- Record excerpts -
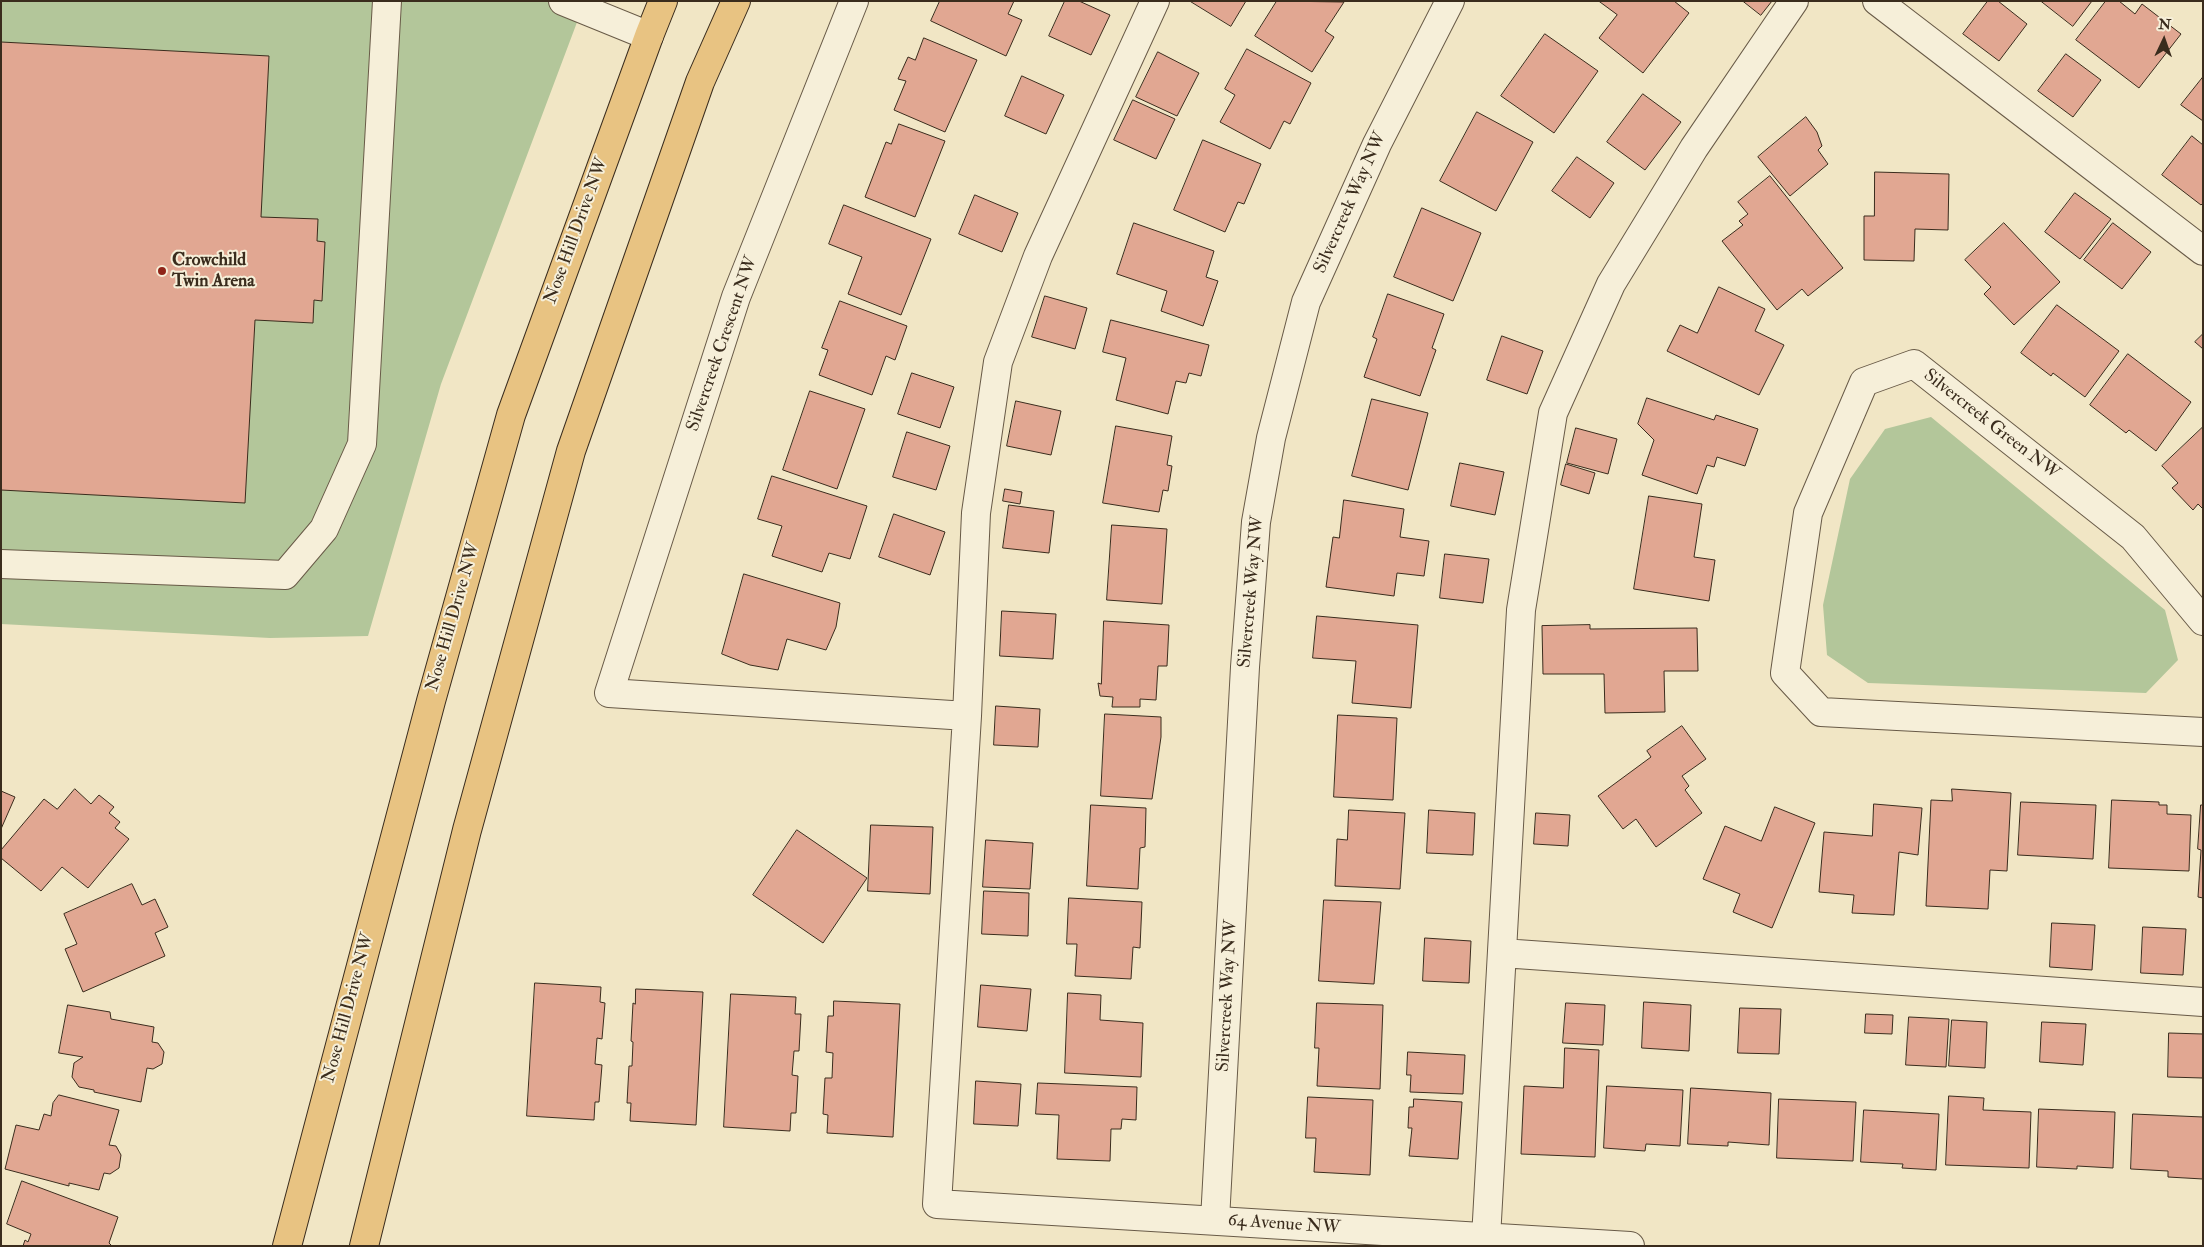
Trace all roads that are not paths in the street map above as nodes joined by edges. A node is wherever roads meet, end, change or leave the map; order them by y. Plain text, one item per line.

---

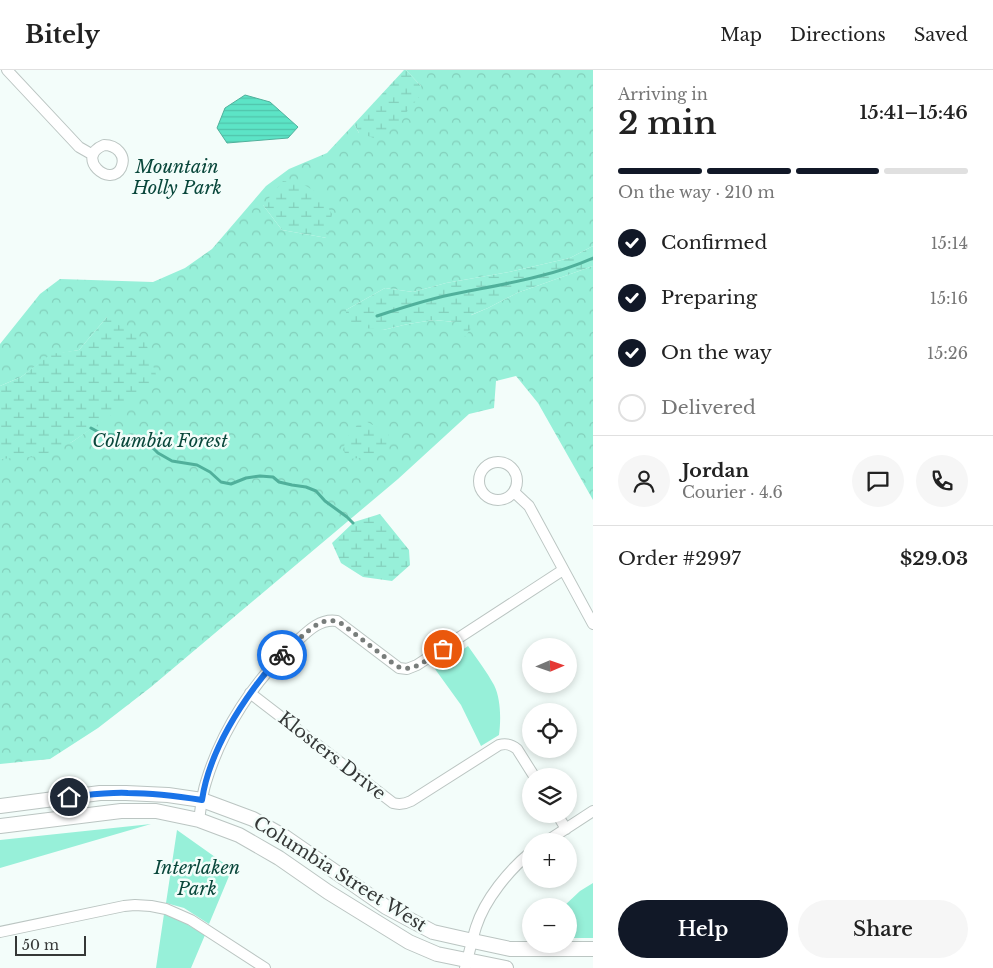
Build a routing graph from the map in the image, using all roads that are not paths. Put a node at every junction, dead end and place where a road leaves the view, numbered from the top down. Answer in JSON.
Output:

- Exercise directions -
Given the entries above, count how many lines include the word "that"; respond with the number only.

- Answer for this exercise -
2